Your answer should be a single number: the count of lines in the entries below that contain "Naistenmatkantie".

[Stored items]

Content starts

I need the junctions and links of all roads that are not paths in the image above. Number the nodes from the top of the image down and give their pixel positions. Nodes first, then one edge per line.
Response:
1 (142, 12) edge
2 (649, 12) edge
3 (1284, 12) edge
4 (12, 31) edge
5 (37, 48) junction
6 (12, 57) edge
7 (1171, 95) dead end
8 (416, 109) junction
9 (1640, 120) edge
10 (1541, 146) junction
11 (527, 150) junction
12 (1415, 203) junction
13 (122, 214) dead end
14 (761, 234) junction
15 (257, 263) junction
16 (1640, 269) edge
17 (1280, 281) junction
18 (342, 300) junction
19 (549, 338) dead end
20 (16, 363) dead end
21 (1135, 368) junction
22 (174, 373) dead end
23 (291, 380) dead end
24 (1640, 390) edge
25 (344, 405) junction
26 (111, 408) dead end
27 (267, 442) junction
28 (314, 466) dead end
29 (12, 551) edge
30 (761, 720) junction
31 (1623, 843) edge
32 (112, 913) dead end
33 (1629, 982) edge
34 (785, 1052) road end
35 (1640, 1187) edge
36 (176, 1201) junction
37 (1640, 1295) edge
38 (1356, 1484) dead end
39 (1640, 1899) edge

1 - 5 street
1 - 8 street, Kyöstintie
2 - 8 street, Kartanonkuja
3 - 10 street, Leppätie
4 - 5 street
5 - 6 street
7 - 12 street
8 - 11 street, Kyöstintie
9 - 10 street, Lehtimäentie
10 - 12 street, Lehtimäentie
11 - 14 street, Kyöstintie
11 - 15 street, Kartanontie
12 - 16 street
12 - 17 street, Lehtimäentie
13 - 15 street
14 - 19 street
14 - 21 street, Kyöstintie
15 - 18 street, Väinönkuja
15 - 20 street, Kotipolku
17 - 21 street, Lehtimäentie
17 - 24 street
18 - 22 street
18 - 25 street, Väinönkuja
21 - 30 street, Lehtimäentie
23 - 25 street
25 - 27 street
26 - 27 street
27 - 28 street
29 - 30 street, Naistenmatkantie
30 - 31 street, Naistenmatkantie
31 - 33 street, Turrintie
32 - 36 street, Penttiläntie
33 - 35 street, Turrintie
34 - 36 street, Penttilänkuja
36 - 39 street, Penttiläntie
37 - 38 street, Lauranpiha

Content ends

WORKED SOLUTION>
2